Le lundi 2 mars 2020 à 13h00, salle de conférences de l'OSUR, bâtiment 14b, Campus de Beaulieu, UR1

Peut-on manipuler le microbiote du blé pour une meilleure tolérance aux stress hydriques ?

La sécheresse résultera en des pertes considérables pour la plupart des plantes d’importance agricole, dont le blé. La magnitude et la rapidité des changements climatiques combinées avec la relative lenteur des méthodes traditionnelles de développement de nouveaux cultivars demandent des approches innovantes. Par exemple, une approche centrée sur les microbes pourrait bien offrir quelques solutions. En effet, les plantes interagissent constamment avec une multitude de microorganismes, constituant collectivement le microbiote. Le rôle du microbiote dans la plasticité du phénotype de son hôte est mis en lumière dans des études récentes et offre un potentiel inexploité d’améliorer l’adaptation des écosystèmes aux changements climatiques. Durant ma présentation, je donnerai des exemples récents tirés de mes recherches où le microbiote joue un rôle central dans l’adaptation du blé au stress hydrique.
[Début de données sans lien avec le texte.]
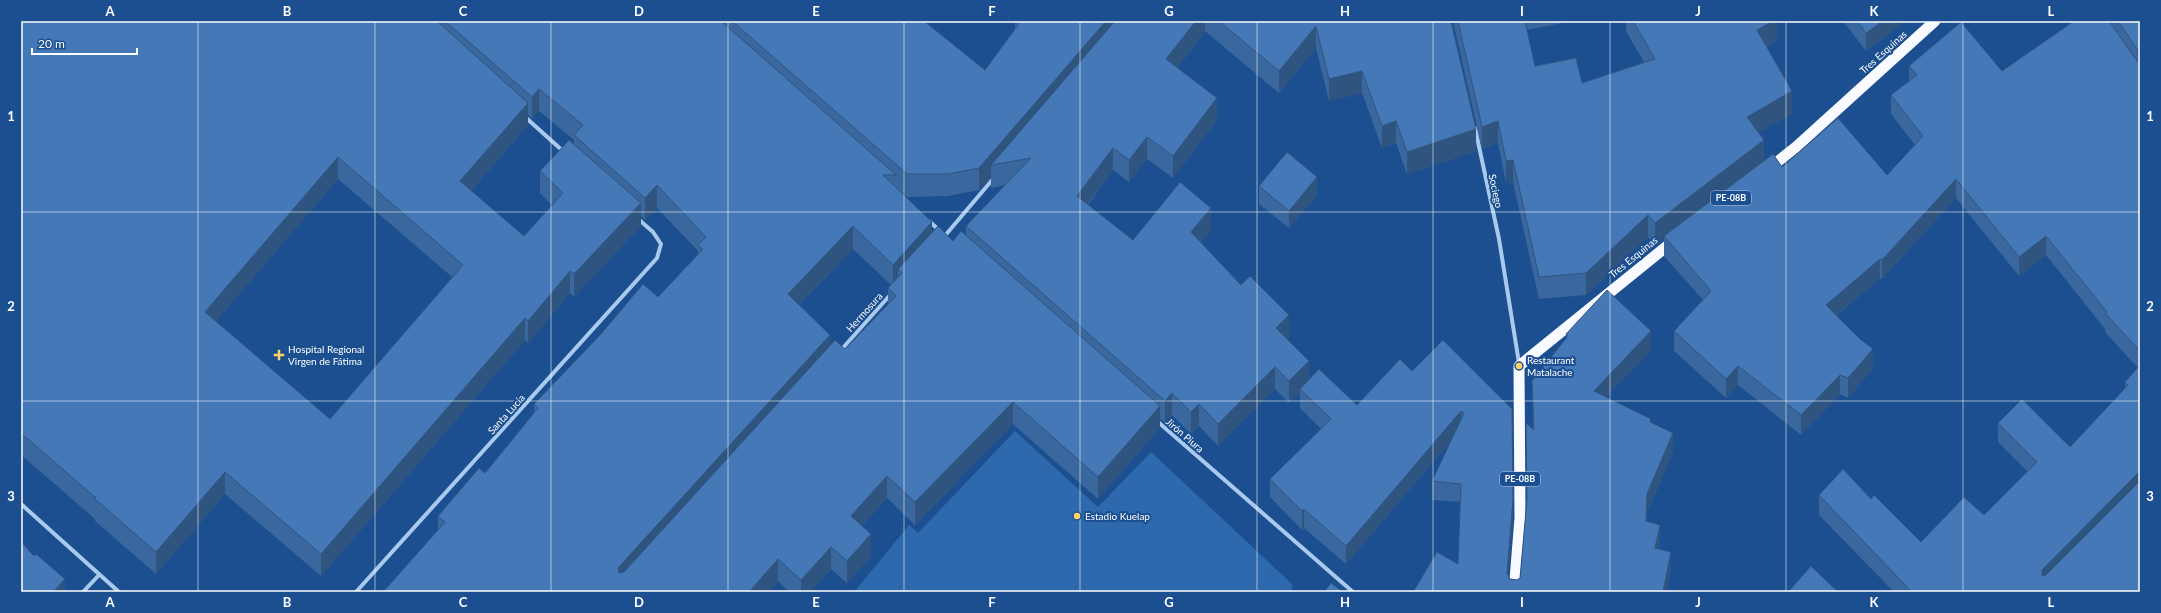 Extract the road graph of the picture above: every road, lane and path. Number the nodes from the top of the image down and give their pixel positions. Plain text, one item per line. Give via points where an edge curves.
1 (1936, 21) edge
2 (517, 111) edge
3 (1474, 125) edge
4 (571, 158) edge
5 (997, 176) edge
6 (1759, 176) edge
7 (636, 216) edge
8 (927, 219) edge
9 (1684, 233) edge
10 (945, 235) junction
11 (951, 240) edge
12 (940, 241) edge
13 (897, 288) edge
14 (839, 352) edge
15 (1519, 366) junction
16 (1153, 417) edge
17 (21, 504) edge
18 (99, 575) junction
19 (83, 592) edge
20 (119, 592) edge
21 (356, 592) edge
22 (1353, 592) edge
23 (1514, 592) edge

1 - 6 highway, Tres Esquinas via 1796,147
2 - 4 street
3 - 15 street, Sociego via 1499,239
5 - 10 street
7 - 21 street, Santa Lucía via 653,232 661,244 657,258
8 - 10 street
9 - 15 highway, Tres Esquinas
10 - 11 street
10 - 12 street
13 - 14 street, Hermosura
15 - 23 highway, PE-08B via 1520,518
16 - 22 street, Jirón Piura
17 - 18 street
18 - 19 street
18 - 20 street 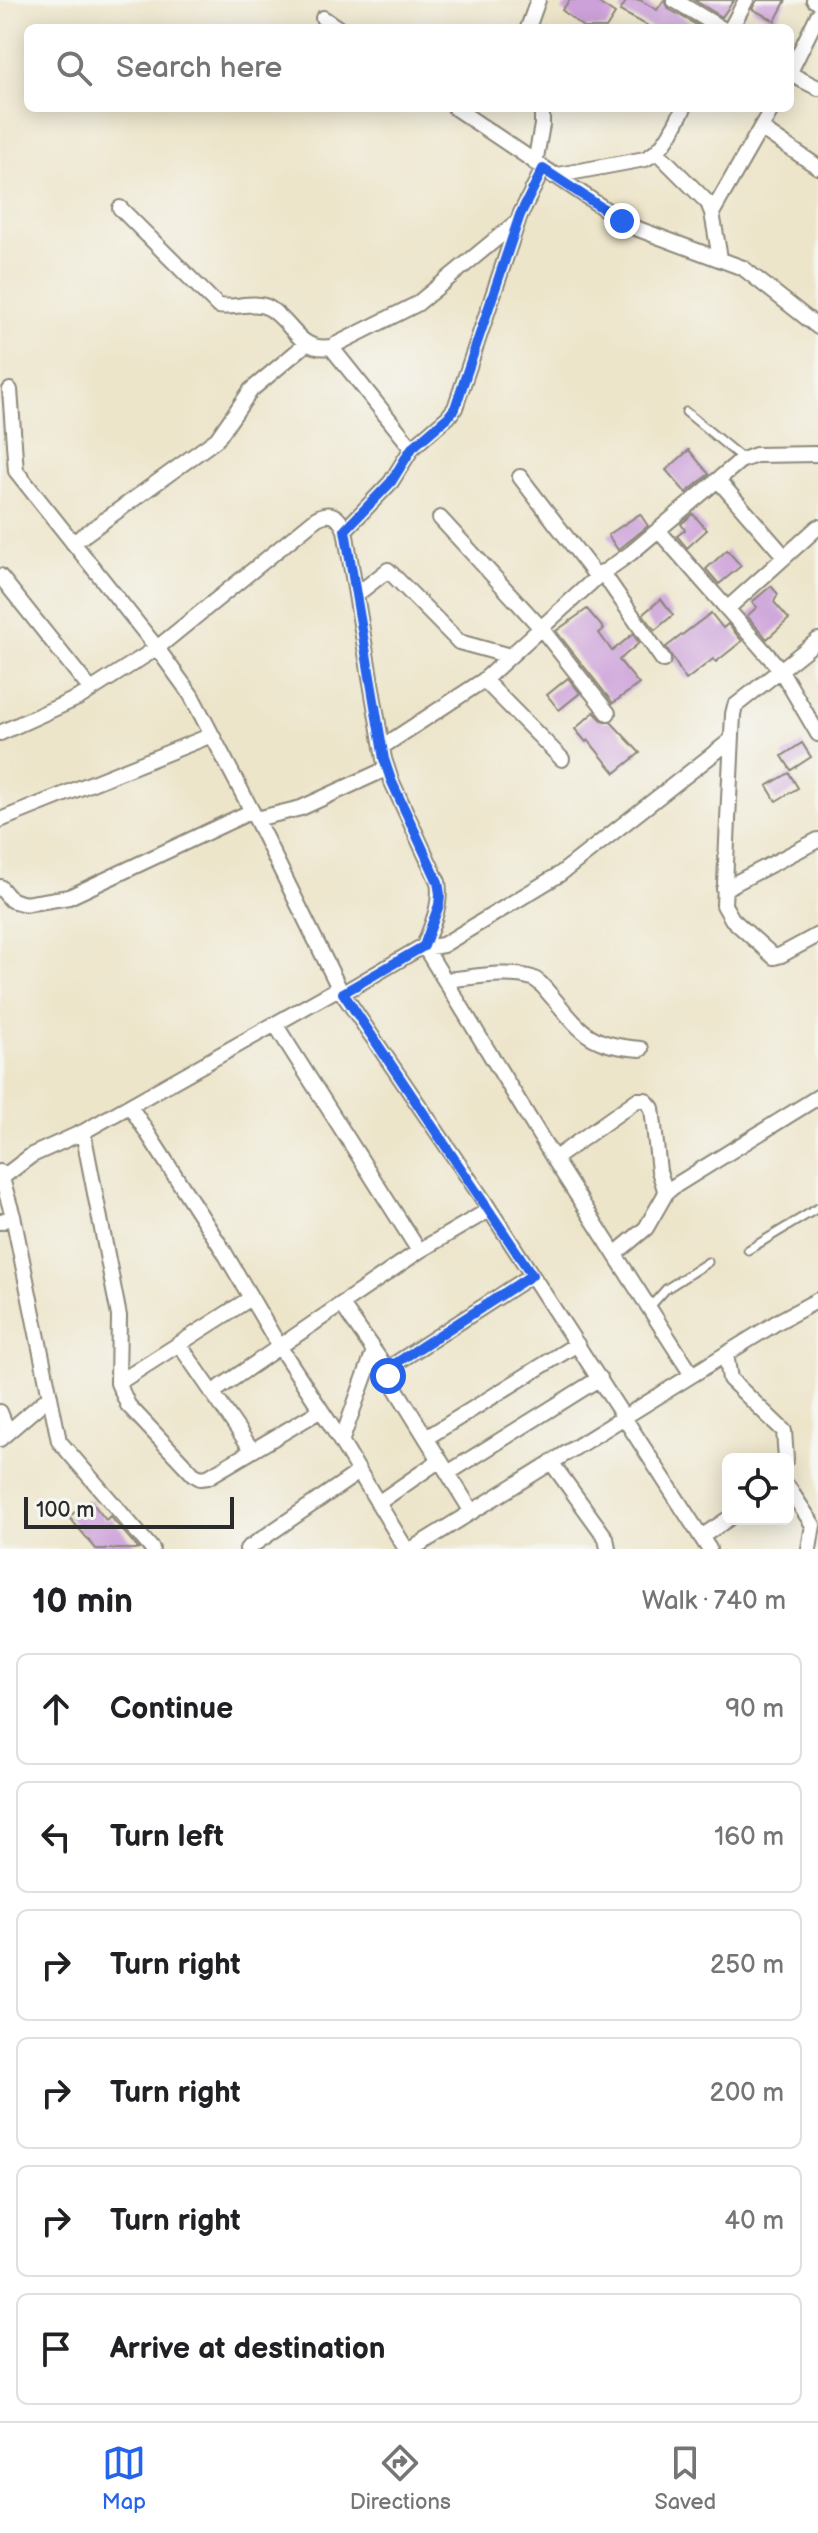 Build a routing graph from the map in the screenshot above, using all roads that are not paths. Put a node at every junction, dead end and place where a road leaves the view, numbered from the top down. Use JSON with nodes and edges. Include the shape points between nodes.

Par exemple, le microbiote de sols ayant été exposés précédemment à la sécheresse a permis au blé de développer un meilleur système racinaire, le rendant plus apte à supporter une sécheresse subséquente. De plus, une exposition à une stress hydrique semble résulter en un microbiote différent dans les semences, qui sera ensuite transféré aux prochaines générations. À plus long terme, le but de mes recherches est de pouvoir modifier intentionnellement le microbiote des plantes afin d’obtenir une meilleure adaptation aux changements climatiques.